Наконец в рецептории остались только он, отец Генрих и брат Гильберт. Отец Генрих молча кивнул ему, чтобы он садился на коня, и Арн быстро взлетел на нетерпеливо пританцовывавшего Шималя.

— Подумай напоследок еще об одном, теперь, когда ты лучше, чем в первый раз, подготовлен к встрече с другим миром, — сказал отец Генрих, но остановился, потому что чувства, казалось, переполняли его. — У тебя в ножнах могущественный меч, и ты знаешь об этом. Но помни также слова святого Бернарда: "Смотри, воин Божий, каково твое оружие? Разве это прежде всего не щит веры, шлем спасения и кольчуга смирения?"

— Да, святой отец, клянусь, что никогда не забуду этого, — ответил Арн и посмотрел в глаза отцу Генриху.

— Au revoir mon petit chevalier Perceval[3], — сказал брат Гильберт и сильно шлепнул нетерпеливого жеребца, который тут же, стуча копытами по мощенному камнем узкому переходу, вылетел в мир, лежащий за монастырской оградой.

— Все-таки как неосторожно с твоей стороны, ведь он мог упасть с лошади! — воскликнул отец Генрих.

— Арн не падает с лошадей, вряд ли ему угрожает именно это, — ответил брат Гильберт и с улыбкой покачал головой, насмехаясь над ненужной заботой своего приора.

— Кстати, не нравятся мне эти глупости о Персевале, Святом Граале и подобные вульгарные песни, — недовольно заметил отец Генрих, развернулся и сделал несколько шагов к дубовой двери. Но, как это часто случалось, ему в голову пришло еще что-то, и он остановился на полпути. — Всякие Перегнали и тому подобное, все это скоро будет забыто, как и прочие низкие истории, это просто чепуха!

— Однако ты, святой отец, кажется, прекрасно знаком с этой низостью, — засмеялся брат Гильберт с дерзостью, которую он обычно не позволял себе в разговоре с приором.

Оба монаха были явно тронуты прощанием с Арном, хотя и не хотели этого показывать. Но брат Гильберт, в отличие от отца Генриха, твердо верил в то, что встретит Арна снова. Ибо, в отличие от своего приора, он догадывался, какую судьбу уготовал Бог юному Арну.

Глава VIII

Господин Магнус среди бела дня сидел дома и, нахмурившись, пил пиво. Его мучали угрызения совести — он никак не мог полюбить своего второго сына, Арна, который был единственным утешением блаженной памяти госпожи Сигрид.

Магнусу было трудно признаться самому себе, хотя он и пытался сделать это при помощи пива, что оба его взрослых сына не приумножили честь и славу, достойную их рода. Что из того, что в жилах их текла королевская кровь, если люди показывали на них пальцем и насмехались.

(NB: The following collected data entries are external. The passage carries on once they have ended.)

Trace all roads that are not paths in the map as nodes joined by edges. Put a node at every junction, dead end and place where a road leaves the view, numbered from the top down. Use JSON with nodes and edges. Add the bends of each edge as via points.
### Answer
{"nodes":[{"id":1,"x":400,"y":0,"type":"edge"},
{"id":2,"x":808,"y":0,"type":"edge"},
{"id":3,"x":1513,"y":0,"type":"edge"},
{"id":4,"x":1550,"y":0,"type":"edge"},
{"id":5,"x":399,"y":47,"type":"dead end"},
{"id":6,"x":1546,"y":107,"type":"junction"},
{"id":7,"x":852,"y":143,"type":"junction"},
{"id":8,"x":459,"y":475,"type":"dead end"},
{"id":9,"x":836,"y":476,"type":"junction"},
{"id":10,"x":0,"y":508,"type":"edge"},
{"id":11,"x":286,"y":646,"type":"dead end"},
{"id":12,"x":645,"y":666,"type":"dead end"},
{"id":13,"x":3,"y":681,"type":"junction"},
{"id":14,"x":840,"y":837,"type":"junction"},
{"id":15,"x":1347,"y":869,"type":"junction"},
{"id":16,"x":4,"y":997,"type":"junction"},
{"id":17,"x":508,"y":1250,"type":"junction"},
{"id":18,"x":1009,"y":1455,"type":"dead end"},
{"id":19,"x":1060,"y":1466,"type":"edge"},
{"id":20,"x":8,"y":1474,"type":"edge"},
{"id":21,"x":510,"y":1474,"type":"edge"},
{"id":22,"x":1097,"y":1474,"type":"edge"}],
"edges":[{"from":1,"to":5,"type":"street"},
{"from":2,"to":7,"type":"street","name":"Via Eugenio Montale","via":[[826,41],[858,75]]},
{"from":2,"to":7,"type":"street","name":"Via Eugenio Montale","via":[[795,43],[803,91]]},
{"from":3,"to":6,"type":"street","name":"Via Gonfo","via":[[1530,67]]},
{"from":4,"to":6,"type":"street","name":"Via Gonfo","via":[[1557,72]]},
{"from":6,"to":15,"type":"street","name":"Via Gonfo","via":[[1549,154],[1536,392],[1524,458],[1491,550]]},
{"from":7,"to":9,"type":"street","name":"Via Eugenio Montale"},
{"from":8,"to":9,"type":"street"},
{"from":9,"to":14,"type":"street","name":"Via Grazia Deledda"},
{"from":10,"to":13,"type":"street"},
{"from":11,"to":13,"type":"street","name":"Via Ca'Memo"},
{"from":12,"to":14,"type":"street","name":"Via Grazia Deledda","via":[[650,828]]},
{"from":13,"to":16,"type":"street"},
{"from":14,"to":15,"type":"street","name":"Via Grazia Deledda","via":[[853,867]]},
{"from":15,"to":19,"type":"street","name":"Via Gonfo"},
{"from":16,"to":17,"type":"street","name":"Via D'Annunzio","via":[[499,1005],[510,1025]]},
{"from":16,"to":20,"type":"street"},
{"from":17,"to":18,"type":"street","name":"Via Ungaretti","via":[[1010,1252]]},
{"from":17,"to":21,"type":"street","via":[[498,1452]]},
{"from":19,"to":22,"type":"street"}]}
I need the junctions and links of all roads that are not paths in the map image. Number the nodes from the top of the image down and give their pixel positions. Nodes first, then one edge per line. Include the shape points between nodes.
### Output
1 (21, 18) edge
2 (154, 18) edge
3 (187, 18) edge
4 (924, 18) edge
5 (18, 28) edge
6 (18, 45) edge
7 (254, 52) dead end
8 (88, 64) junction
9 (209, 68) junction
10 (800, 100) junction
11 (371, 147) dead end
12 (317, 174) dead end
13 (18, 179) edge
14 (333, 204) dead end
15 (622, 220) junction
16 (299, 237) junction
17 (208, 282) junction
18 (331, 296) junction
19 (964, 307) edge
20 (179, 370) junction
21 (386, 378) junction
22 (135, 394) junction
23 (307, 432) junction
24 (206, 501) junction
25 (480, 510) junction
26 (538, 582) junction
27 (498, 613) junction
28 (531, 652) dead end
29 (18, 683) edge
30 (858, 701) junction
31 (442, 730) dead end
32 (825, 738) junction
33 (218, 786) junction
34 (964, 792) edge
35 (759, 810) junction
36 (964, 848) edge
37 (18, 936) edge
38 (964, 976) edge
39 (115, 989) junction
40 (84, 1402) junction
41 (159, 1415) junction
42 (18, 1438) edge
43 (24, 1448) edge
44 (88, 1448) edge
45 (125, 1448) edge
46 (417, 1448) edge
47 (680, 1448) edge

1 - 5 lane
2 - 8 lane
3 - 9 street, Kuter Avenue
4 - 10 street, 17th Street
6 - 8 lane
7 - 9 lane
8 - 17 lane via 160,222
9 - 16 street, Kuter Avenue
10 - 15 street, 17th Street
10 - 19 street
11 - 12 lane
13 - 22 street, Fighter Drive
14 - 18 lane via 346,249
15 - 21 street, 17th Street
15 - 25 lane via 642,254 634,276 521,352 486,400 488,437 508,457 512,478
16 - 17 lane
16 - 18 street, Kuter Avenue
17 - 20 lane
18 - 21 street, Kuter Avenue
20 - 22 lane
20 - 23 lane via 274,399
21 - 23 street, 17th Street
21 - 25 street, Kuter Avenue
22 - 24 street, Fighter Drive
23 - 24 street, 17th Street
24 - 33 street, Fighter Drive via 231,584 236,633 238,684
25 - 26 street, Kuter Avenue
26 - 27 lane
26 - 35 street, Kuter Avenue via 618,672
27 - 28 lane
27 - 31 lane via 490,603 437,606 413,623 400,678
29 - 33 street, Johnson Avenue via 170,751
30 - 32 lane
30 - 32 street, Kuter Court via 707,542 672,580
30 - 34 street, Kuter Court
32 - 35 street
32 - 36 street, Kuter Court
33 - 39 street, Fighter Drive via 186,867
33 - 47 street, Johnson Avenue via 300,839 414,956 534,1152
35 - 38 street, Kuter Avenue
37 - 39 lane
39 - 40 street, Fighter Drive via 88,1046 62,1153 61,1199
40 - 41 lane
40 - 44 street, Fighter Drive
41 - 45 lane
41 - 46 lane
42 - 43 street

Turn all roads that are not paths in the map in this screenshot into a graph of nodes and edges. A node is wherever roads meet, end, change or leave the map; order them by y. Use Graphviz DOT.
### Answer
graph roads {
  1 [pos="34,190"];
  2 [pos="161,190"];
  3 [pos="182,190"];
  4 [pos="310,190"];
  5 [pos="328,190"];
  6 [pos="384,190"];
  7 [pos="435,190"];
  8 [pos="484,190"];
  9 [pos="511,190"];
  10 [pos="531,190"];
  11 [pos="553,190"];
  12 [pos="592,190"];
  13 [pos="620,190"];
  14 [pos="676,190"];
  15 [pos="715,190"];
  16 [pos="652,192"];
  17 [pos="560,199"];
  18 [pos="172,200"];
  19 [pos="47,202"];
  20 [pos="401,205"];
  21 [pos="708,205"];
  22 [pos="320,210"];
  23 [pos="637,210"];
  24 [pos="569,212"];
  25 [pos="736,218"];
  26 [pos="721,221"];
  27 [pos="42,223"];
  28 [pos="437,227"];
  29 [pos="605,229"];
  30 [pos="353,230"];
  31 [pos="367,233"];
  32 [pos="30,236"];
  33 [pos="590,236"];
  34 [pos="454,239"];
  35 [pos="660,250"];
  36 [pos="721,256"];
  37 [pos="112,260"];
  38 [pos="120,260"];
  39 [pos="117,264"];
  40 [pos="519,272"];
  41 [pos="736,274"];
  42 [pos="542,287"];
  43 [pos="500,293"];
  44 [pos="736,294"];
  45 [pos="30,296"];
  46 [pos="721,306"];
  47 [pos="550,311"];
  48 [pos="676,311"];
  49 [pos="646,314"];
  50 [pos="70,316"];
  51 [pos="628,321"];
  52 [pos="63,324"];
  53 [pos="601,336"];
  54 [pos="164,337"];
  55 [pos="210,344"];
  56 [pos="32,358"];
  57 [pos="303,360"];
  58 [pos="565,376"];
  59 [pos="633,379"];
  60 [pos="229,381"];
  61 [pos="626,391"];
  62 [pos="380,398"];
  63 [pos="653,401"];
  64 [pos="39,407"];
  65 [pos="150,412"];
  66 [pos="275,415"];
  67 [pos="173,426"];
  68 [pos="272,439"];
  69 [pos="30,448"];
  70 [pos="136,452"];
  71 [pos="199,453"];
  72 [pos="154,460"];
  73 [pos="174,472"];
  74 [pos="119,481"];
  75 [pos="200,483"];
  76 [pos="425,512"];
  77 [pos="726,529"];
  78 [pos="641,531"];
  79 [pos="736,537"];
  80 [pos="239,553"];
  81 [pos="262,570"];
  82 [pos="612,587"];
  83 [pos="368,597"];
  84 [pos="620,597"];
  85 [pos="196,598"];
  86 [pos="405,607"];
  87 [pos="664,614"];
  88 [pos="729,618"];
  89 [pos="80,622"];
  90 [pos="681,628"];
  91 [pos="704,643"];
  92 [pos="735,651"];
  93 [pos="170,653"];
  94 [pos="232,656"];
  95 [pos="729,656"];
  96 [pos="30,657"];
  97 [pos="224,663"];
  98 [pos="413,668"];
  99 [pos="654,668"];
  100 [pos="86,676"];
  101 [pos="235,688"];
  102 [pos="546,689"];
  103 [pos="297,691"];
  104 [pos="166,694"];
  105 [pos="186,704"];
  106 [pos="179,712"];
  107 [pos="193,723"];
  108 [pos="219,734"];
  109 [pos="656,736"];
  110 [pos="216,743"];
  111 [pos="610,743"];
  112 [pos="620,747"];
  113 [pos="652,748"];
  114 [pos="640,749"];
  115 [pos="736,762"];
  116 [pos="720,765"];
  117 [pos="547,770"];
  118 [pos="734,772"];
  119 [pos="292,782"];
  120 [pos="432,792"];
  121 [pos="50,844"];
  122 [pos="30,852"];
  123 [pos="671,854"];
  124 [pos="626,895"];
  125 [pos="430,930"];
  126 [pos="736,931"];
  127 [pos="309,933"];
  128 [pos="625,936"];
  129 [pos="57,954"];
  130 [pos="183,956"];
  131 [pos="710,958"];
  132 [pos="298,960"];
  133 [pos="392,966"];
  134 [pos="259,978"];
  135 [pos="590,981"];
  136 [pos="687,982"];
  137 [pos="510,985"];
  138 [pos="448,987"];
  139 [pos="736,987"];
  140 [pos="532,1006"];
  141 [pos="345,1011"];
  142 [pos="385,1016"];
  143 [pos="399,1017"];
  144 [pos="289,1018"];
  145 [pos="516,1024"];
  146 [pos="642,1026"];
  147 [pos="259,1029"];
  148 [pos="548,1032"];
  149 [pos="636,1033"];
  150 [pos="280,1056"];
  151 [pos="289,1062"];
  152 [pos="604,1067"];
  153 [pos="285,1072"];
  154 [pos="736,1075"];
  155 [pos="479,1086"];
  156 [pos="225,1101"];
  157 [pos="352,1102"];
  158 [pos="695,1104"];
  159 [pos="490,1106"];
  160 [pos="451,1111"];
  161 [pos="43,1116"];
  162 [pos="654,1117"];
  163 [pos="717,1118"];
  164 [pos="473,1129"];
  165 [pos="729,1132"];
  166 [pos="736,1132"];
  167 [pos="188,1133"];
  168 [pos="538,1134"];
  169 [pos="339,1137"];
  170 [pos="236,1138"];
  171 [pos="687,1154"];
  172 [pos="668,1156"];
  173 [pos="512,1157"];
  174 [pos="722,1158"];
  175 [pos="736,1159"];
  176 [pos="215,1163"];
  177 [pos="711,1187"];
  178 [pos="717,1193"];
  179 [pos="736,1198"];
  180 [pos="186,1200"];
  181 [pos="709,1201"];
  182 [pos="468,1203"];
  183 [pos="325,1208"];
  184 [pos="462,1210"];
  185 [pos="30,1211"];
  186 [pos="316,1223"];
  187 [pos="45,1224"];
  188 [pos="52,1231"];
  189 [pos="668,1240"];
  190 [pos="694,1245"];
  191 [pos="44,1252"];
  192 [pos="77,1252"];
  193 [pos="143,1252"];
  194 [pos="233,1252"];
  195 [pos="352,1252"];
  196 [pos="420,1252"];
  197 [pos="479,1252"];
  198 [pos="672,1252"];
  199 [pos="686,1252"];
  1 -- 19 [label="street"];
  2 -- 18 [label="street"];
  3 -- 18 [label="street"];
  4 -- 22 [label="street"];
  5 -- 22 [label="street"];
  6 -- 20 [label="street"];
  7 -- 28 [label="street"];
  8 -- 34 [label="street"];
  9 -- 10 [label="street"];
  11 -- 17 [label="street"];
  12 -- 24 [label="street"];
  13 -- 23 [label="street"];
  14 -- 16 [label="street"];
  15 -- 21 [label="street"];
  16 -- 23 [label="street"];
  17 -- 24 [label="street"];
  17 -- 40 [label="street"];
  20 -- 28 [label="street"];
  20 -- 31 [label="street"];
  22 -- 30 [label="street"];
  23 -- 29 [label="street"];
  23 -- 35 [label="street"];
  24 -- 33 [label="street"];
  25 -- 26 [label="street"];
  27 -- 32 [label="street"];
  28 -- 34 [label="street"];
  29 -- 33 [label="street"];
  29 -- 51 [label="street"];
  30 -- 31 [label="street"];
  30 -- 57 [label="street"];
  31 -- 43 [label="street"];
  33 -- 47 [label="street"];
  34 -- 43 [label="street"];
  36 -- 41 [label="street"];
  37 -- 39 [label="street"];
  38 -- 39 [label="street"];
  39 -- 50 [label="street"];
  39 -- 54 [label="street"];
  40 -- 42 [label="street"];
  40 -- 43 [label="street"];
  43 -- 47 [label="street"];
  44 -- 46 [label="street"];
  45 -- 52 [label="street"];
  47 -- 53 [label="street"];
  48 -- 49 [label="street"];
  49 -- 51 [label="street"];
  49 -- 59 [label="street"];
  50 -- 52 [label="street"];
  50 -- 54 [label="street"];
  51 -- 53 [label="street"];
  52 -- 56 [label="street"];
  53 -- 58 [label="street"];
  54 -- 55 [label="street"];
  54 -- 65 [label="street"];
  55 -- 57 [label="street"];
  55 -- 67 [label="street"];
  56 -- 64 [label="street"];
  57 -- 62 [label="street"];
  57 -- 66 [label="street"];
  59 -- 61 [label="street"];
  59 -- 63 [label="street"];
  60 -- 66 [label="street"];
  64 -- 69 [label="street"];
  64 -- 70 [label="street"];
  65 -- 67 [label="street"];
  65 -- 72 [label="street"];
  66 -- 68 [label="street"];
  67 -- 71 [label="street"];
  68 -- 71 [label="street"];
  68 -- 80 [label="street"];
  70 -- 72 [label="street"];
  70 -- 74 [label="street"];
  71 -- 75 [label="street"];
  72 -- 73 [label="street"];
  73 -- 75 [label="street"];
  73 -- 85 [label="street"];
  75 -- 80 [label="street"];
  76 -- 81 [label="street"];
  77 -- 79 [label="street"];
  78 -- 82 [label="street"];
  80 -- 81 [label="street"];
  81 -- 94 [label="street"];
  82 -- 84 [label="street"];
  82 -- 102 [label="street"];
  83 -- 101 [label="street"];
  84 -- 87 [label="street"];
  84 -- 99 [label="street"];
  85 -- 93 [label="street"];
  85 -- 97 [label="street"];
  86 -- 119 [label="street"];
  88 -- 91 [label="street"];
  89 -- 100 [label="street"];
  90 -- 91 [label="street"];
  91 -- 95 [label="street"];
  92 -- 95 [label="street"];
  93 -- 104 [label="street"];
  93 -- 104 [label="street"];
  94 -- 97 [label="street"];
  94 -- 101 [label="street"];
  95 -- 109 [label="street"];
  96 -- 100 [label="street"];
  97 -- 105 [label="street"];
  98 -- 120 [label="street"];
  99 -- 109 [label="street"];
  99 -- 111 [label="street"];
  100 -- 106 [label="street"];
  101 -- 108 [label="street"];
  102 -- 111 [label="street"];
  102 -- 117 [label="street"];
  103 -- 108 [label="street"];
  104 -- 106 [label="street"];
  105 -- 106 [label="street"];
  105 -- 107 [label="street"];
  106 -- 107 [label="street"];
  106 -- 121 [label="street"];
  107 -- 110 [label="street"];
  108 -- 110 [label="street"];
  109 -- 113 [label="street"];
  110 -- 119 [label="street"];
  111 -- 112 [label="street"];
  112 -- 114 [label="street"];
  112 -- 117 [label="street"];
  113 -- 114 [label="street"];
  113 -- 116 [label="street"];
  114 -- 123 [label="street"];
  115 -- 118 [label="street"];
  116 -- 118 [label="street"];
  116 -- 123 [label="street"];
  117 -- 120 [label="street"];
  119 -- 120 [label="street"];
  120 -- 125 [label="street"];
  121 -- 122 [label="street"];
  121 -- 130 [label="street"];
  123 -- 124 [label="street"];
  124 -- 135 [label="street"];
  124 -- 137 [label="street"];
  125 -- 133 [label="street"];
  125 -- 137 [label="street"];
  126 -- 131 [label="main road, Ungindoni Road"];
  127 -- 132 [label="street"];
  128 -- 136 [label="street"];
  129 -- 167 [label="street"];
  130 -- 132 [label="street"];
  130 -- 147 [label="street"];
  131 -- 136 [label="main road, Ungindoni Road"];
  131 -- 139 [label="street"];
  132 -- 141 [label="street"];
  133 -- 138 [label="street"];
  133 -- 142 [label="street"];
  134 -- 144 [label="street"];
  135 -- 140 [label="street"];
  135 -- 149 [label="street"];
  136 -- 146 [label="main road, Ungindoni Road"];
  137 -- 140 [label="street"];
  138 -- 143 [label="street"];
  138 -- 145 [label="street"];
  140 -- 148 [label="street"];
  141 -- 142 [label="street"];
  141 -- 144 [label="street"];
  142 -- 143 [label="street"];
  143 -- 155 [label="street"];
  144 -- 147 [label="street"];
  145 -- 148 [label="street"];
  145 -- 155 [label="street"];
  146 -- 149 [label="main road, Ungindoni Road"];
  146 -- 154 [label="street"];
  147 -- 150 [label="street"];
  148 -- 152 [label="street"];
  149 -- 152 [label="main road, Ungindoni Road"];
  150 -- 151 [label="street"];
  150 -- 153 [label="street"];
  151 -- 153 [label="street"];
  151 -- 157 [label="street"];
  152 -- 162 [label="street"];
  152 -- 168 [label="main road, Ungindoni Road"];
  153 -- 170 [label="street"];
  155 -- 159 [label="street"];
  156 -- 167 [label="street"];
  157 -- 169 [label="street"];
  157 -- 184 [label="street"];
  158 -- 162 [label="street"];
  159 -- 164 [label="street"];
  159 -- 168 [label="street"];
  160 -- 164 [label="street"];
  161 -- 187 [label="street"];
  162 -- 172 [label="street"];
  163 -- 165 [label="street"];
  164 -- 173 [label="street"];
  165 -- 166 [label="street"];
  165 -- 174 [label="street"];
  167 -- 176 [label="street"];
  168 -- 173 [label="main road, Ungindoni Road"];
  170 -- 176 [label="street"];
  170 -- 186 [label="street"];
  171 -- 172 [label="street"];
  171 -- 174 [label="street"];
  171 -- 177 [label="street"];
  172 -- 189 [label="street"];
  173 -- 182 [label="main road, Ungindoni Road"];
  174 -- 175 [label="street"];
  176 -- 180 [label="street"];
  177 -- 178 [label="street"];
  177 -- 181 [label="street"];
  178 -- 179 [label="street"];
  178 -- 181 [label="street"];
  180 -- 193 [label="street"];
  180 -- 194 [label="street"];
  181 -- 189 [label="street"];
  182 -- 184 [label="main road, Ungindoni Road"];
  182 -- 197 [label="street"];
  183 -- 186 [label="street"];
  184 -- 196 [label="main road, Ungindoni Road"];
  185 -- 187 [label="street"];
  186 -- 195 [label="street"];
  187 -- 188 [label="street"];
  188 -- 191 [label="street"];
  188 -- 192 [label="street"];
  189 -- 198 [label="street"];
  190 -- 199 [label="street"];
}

Что касается Эскиля, то Магнус давно уже смирился с существующим положением вещей. В конце концов, за старшим сыном — будущее, даже если людям это трудно понять: Эскиль знал толк в торговле, умел обрабатывать землю, и в его сундуках копилось серебро, так что благодаря своему уму он оставит после себя вдвое больше, чем получит в наследство. А те, кто высмеивал Эскиля за отсутствие мужских добродетелей, были просто глупцами и ничего не смыслили в Божием промысле. Ведь Эскиль будет по-настоящему мудрым и богатым господином в Арнесе, и в этом нет никаких сомнений.

То, что его старший сын не стал воином, еще можно пережить, да и сам Эскиль, к вящей радости всего Арнеса, проживет дольше, не держа в руках щит и меч.

Гораздо хуже было то, что и второй сын не обладал этими самыми мужскими добродетелями. И это был настоящий позор! Магнус слышал, о чем шептались его дружинники: они называли Арна монашкой из Варнхема, и отец готов был скорее проглотить обиду, чем показать, что он слышит такие слова. Самое неприятное, что он соглашался с дружинниками! Магнус никак не мог понять, что же такое сделали монахи с тем малышом, которого он помнил как жизнерадостного и шаловливого и который с малолетства держал в руках лук и стрелы. С тех пор как Арн вернулся домой, за трапезой зазвучали красивые молитвы, но больше чести в доме не прибавилось.

вернуться

3

 До свидания, мой маленький рыцарь Персеваль (фр.).